══ Given data ══

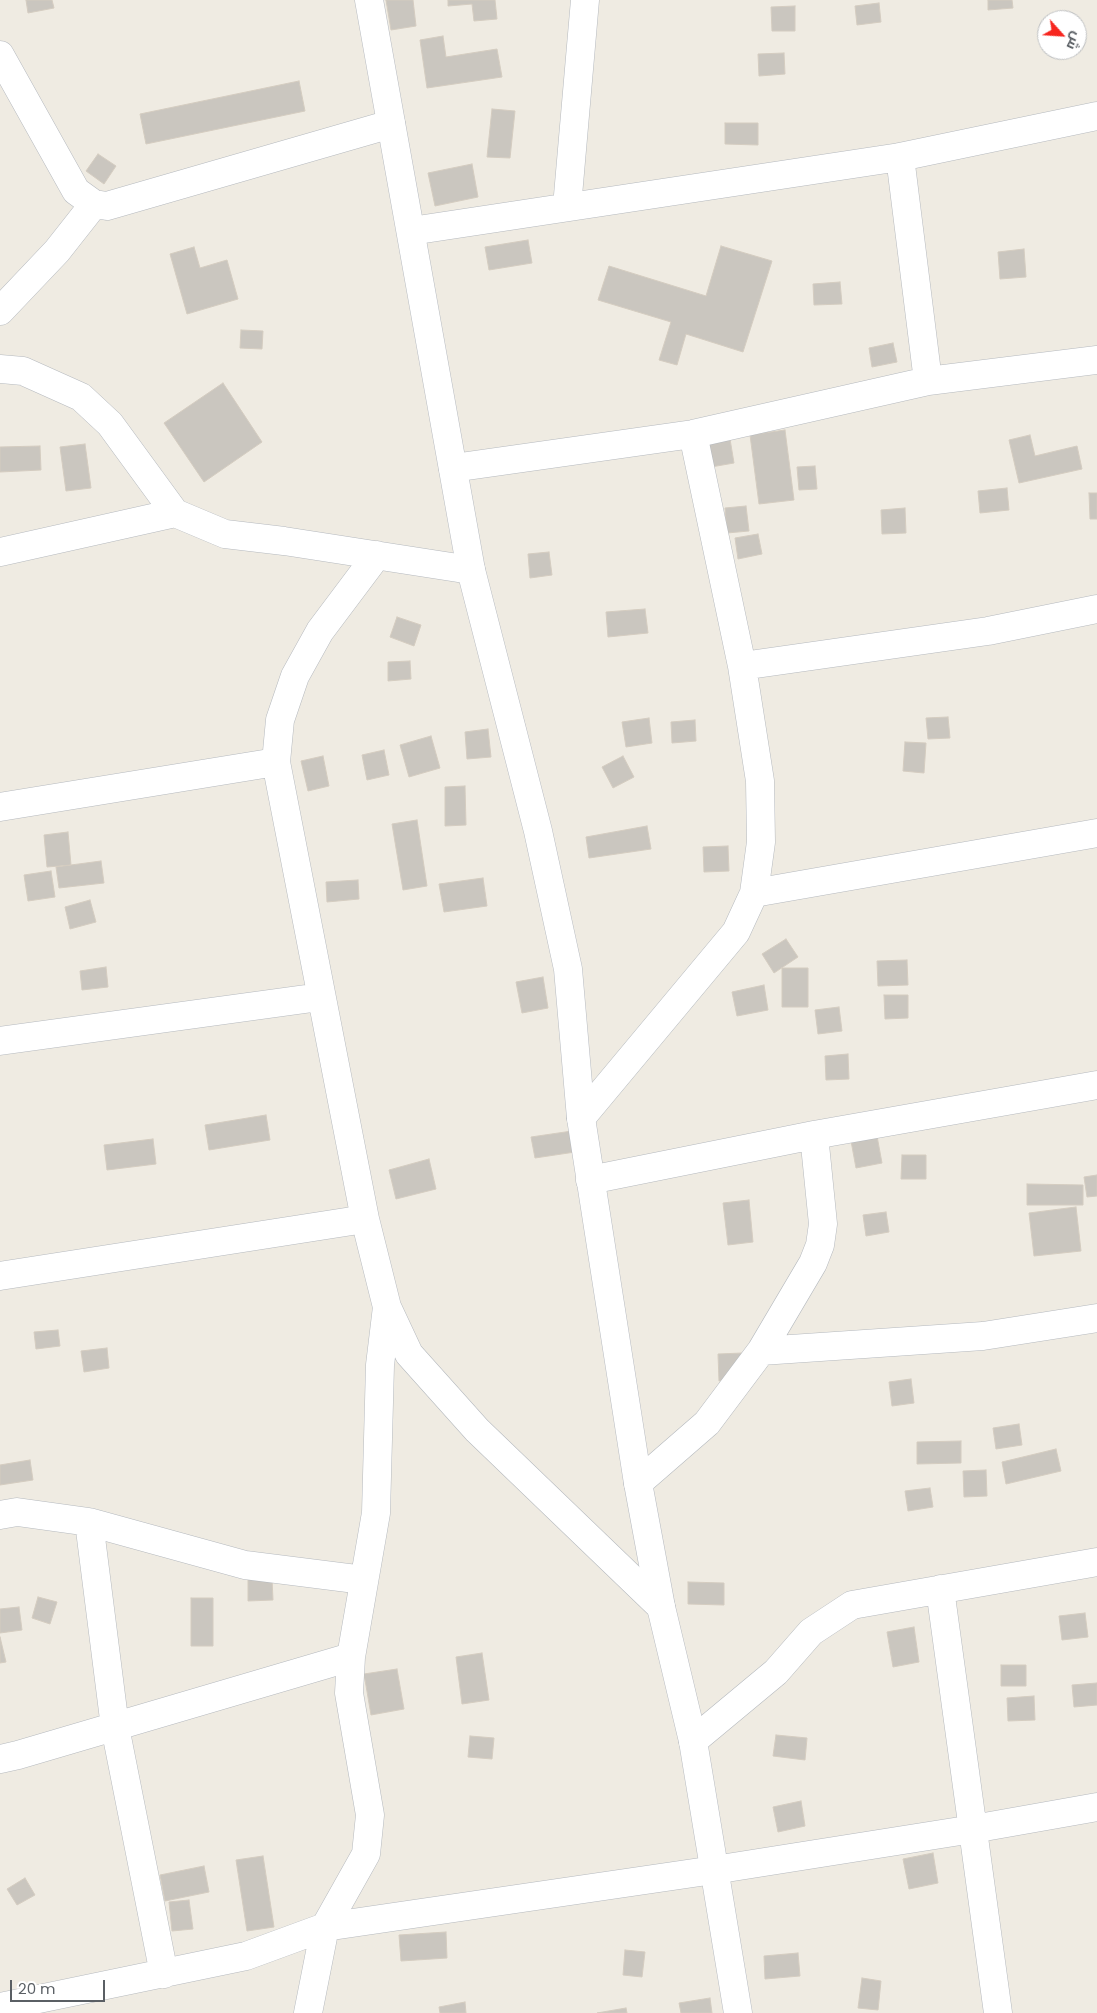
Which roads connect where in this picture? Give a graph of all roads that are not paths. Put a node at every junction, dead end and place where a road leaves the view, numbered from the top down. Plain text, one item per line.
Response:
1 (585, 0) edge
2 (372, 3) edge
3 (0, 55) edge
4 (1097, 116) edge
5 (391, 124) junction
6 (900, 157) junction
7 (94, 204) junction
8 (567, 207) junction
9 (411, 231) junction
10 (0, 311) edge
11 (1097, 360) edge
12 (0, 369) edge
13 (928, 381) junction
14 (693, 434) junction
15 (453, 468) junction
16 (175, 512) junction
17 (0, 552) edge
18 (376, 555) junction
19 (470, 570) junction
20 (1097, 609) edge
21 (742, 666) junction
22 (276, 762) junction
23 (0, 807) edge
24 (1097, 833) edge
25 (754, 893) junction
26 (320, 997) junction
27 (0, 1041) edge
28 (1097, 1085) edge
29 (581, 1118) junction
30 (814, 1135) junction
31 (590, 1180) junction
32 (365, 1219) junction
33 (0, 1276) edge
34 (386, 1307) junction
35 (1097, 1318) edge
36 (761, 1351) junction
37 (638, 1483) junction
38 (0, 1515) edge
39 (89, 1522) junction
40 (1097, 1562) edge
41 (364, 1580) junction
42 (940, 1589) junction
43 (661, 1607) junction
44 (351, 1657) junction
45 (115, 1727) junction
46 (693, 1741) junction
47 (0, 1759) edge
48 (1097, 1806) edge
49 (973, 1829) junction
50 (714, 1870) junction
51 (325, 1927) junction
52 (164, 1974) junction
53 (0, 2007) edge
54 (308, 2013) edge
55 (738, 2013) edge
56 (998, 2013) edge

1 - 8 street
2 - 5 street
3 - 7 street
4 - 6 street
5 - 7 street
5 - 9 street
6 - 8 street
6 - 13 street
7 - 10 street
8 - 9 street
9 - 15 street
11 - 13 street
12 - 16 street
13 - 14 street
14 - 15 street
14 - 21 street
15 - 19 street
16 - 17 street
16 - 18 street
18 - 19 street
18 - 22 street
19 - 29 street
20 - 21 street
21 - 25 street
22 - 23 street
22 - 26 street
24 - 25 street
25 - 29 street
26 - 27 street
26 - 32 street
28 - 30 street
29 - 31 street
30 - 31 street
30 - 36 street
31 - 37 street
32 - 33 street
32 - 34 street
34 - 41 street
34 - 43 street
35 - 36 street
36 - 37 street
37 - 43 street
38 - 39 street
39 - 41 street
39 - 45 street
40 - 42 street
41 - 44 street
42 - 46 street
42 - 49 street
43 - 46 street
44 - 45 street
44 - 51 street
45 - 47 street
45 - 52 street
46 - 50 street
48 - 49 street
49 - 50 street
49 - 56 street
50 - 51 street
50 - 55 street
51 - 52 street
51 - 54 street
52 - 53 street

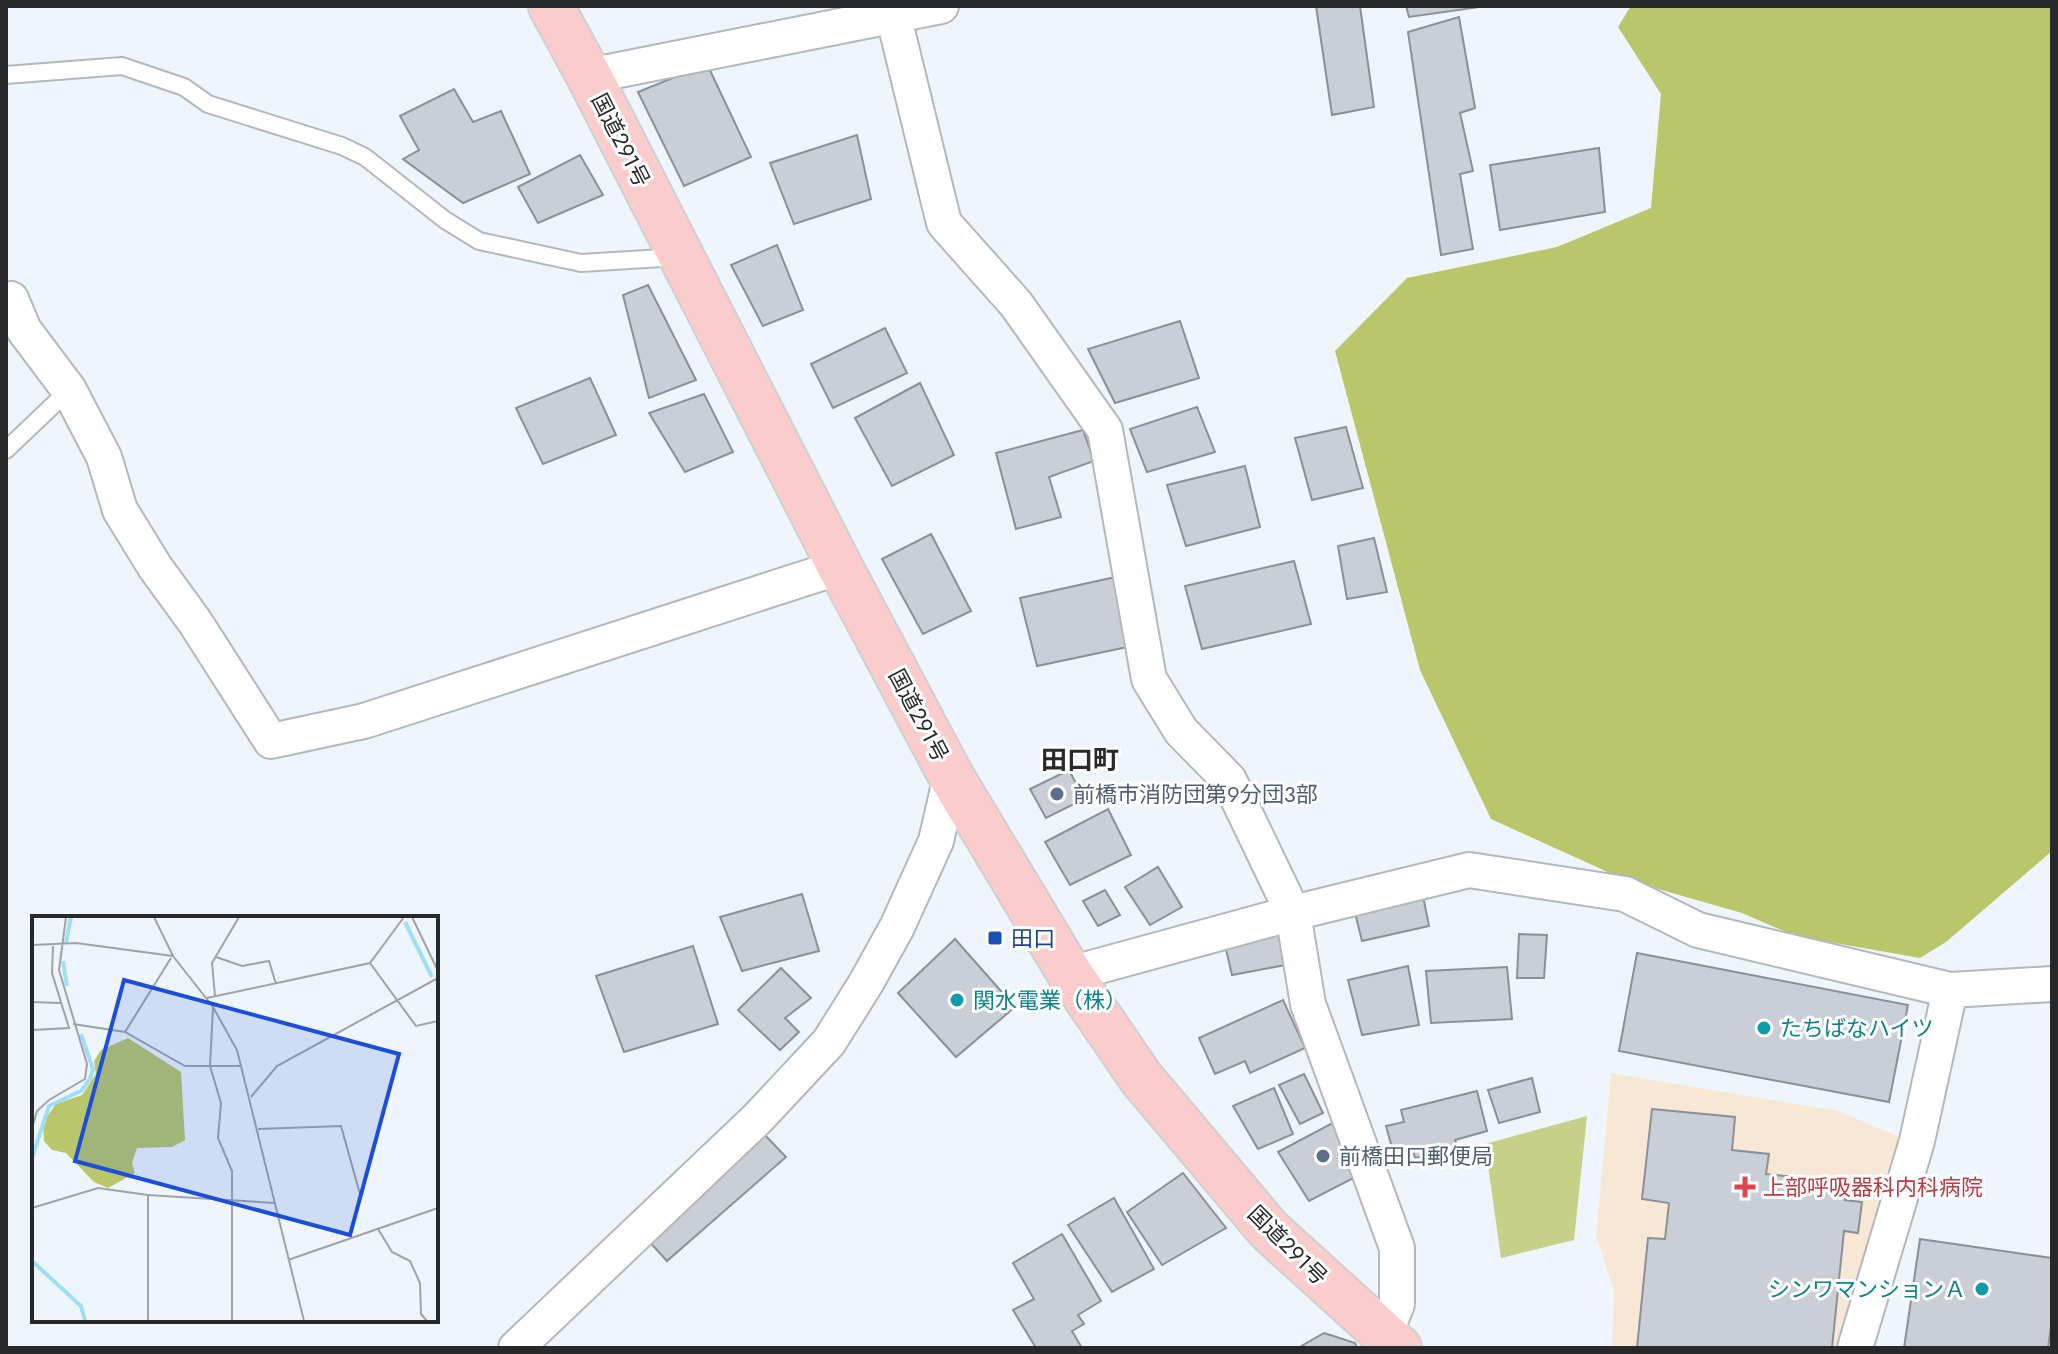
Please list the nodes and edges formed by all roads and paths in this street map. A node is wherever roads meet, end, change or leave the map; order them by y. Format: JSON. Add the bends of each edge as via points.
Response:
{"nodes":[{"id":1,"x":551,"y":6,"type":"edge"},
{"id":2,"x":941,"y":6,"type":"edge"},
{"id":3,"x":892,"y":11,"type":"edge"},
{"id":4,"x":6,"y":75,"type":"edge"},
{"id":5,"x":589,"y":76,"type":"junction"},
{"id":6,"x":681,"y":257,"type":"junction"},
{"id":7,"x":11,"y":299,"type":"dead end"},
{"id":8,"x":69,"y":390,"type":"junction"},
{"id":9,"x":6,"y":450,"type":"edge"},
{"id":10,"x":840,"y":567,"type":"junction"},
{"id":11,"x":951,"y":776,"type":"junction"},
{"id":12,"x":1293,"y":913,"type":"junction"},
{"id":13,"x":1070,"y":974,"type":"junction"},
{"id":14,"x":2052,"y":984,"type":"edge"},
{"id":15,"x":1950,"y":990,"type":"junction"},
{"id":16,"x":1391,"y":1342,"type":"edge"},
{"id":17,"x":516,"y":1348,"type":"edge"},
{"id":18,"x":1855,"y":1348,"type":"edge"}],
"edges":[{"from":1,"to":5,"type":"highway","name":"国道291号"},
{"from":2,"to":3,"type":"street"},
{"from":3,"to":5,"type":"street"},
{"from":3,"to":12,"type":"street","via":[[944,223],[1016,304],[1105,430],[1149,679],[1181,731],[1229,780]]},
{"from":4,"to":6,"type":"lane","via":[[122,66],[184,87],[208,104],[365,157],[479,241],[581,263]]},
{"from":5,"to":6,"type":"highway","name":"国道291号"},
{"from":6,"to":10,"type":"highway","name":"国道291号"},
{"from":7,"to":8,"type":"street","via":[[24,330]]},
{"from":8,"to":9,"type":"lane"},
{"from":8,"to":10,"type":"street","via":[[104,457],[120,510],[271,741],[364,721]]},
{"from":10,"to":11,"type":"highway","name":"国道291号"},
{"from":11,"to":13,"type":"highway","name":"国道291号"},
{"from":11,"to":17,"type":"street","via":[[936,841],[897,927],[829,1042],[758,1118]]},
{"from":12,"to":13,"type":"street"},
{"from":12,"to":15,"type":"street","via":[[1469,870],[1625,894],[1698,930]]},
{"from":12,"to":16,"type":"street","via":[[1308,1004],[1397,1248]]},
{"from":13,"to":16,"type":"highway","name":"国道291号","via":[[1141,1078],[1269,1230]]},
{"from":14,"to":15,"type":"street"},
{"from":15,"to":18,"type":"street","via":[[1917,1141]]}]}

═══

Leave every picture out, and transcribe the data above exactly as it reads.

Which roads connect where in this picture? Give a graph of all roads that are not paths. Put a node at every junction, dead end and place where a road leaves the view, numbered from the top down. Plain text, one item per line.
Response:
1 (585, 0) edge
2 (372, 3) edge
3 (0, 55) edge
4 (1097, 116) edge
5 (391, 124) junction
6 (900, 157) junction
7 (94, 204) junction
8 (567, 207) junction
9 (411, 231) junction
10 (0, 311) edge
11 (1097, 360) edge
12 (0, 369) edge
13 (928, 381) junction
14 (693, 434) junction
15 (453, 468) junction
16 (175, 512) junction
17 (0, 552) edge
18 (376, 555) junction
19 (470, 570) junction
20 (1097, 609) edge
21 (742, 666) junction
22 (276, 762) junction
23 (0, 807) edge
24 (1097, 833) edge
25 (754, 893) junction
26 (320, 997) junction
27 (0, 1041) edge
28 (1097, 1085) edge
29 (581, 1118) junction
30 (814, 1135) junction
31 (590, 1180) junction
32 (365, 1219) junction
33 (0, 1276) edge
34 (386, 1307) junction
35 (1097, 1318) edge
36 (761, 1351) junction
37 (638, 1483) junction
38 (0, 1515) edge
39 (89, 1522) junction
40 (1097, 1562) edge
41 (364, 1580) junction
42 (940, 1589) junction
43 (661, 1607) junction
44 (351, 1657) junction
45 (115, 1727) junction
46 (693, 1741) junction
47 (0, 1759) edge
48 (1097, 1806) edge
49 (973, 1829) junction
50 (714, 1870) junction
51 (325, 1927) junction
52 (164, 1974) junction
53 (0, 2007) edge
54 (308, 2013) edge
55 (738, 2013) edge
56 (998, 2013) edge

1 - 8 street
2 - 5 street
3 - 7 street
4 - 6 street
5 - 7 street
5 - 9 street
6 - 8 street
6 - 13 street
7 - 10 street
8 - 9 street
9 - 15 street
11 - 13 street
12 - 16 street
13 - 14 street
14 - 15 street
14 - 21 street
15 - 19 street
16 - 17 street
16 - 18 street
18 - 19 street
18 - 22 street
19 - 29 street
20 - 21 street
21 - 25 street
22 - 23 street
22 - 26 street
24 - 25 street
25 - 29 street
26 - 27 street
26 - 32 street
28 - 30 street
29 - 31 street
30 - 31 street
30 - 36 street
31 - 37 street
32 - 33 street
32 - 34 street
34 - 41 street
34 - 43 street
35 - 36 street
36 - 37 street
37 - 43 street
38 - 39 street
39 - 41 street
39 - 45 street
40 - 42 street
41 - 44 street
42 - 46 street
42 - 49 street
43 - 46 street
44 - 45 street
44 - 51 street
45 - 47 street
45 - 52 street
46 - 50 street
48 - 49 street
49 - 50 street
49 - 56 street
50 - 51 street
50 - 55 street
51 - 52 street
51 - 54 street
52 - 53 street

Please list the nodes and edges formed by all roads and paths in this street map. A node is wherever roads meet, end, change or leave the map; order them by y. Format: JSON. Add the bends of each edge as via points.
Response:
{"nodes":[{"id":1,"x":551,"y":6,"type":"edge"},
{"id":2,"x":941,"y":6,"type":"edge"},
{"id":3,"x":892,"y":11,"type":"edge"},
{"id":4,"x":6,"y":75,"type":"edge"},
{"id":5,"x":589,"y":76,"type":"junction"},
{"id":6,"x":681,"y":257,"type":"junction"},
{"id":7,"x":11,"y":299,"type":"dead end"},
{"id":8,"x":69,"y":390,"type":"junction"},
{"id":9,"x":6,"y":450,"type":"edge"},
{"id":10,"x":840,"y":567,"type":"junction"},
{"id":11,"x":951,"y":776,"type":"junction"},
{"id":12,"x":1293,"y":913,"type":"junction"},
{"id":13,"x":1070,"y":974,"type":"junction"},
{"id":14,"x":2052,"y":984,"type":"edge"},
{"id":15,"x":1950,"y":990,"type":"junction"},
{"id":16,"x":1391,"y":1342,"type":"edge"},
{"id":17,"x":516,"y":1348,"type":"edge"},
{"id":18,"x":1855,"y":1348,"type":"edge"}],
"edges":[{"from":1,"to":5,"type":"highway","name":"国道291号"},
{"from":2,"to":3,"type":"street"},
{"from":3,"to":5,"type":"street"},
{"from":3,"to":12,"type":"street","via":[[944,223],[1016,304],[1105,430],[1149,679],[1181,731],[1229,780]]},
{"from":4,"to":6,"type":"lane","via":[[122,66],[184,87],[208,104],[365,157],[479,241],[581,263]]},
{"from":5,"to":6,"type":"highway","name":"国道291号"},
{"from":6,"to":10,"type":"highway","name":"国道291号"},
{"from":7,"to":8,"type":"street","via":[[24,330]]},
{"from":8,"to":9,"type":"lane"},
{"from":8,"to":10,"type":"street","via":[[104,457],[120,510],[271,741],[364,721]]},
{"from":10,"to":11,"type":"highway","name":"国道291号"},
{"from":11,"to":13,"type":"highway","name":"国道291号"},
{"from":11,"to":17,"type":"street","via":[[936,841],[897,927],[829,1042],[758,1118]]},
{"from":12,"to":13,"type":"street"},
{"from":12,"to":15,"type":"street","via":[[1469,870],[1625,894],[1698,930]]},
{"from":12,"to":16,"type":"street","via":[[1308,1004],[1397,1248]]},
{"from":13,"to":16,"type":"highway","name":"国道291号","via":[[1141,1078],[1269,1230]]},
{"from":14,"to":15,"type":"street"},
{"from":15,"to":18,"type":"street","via":[[1917,1141]]}]}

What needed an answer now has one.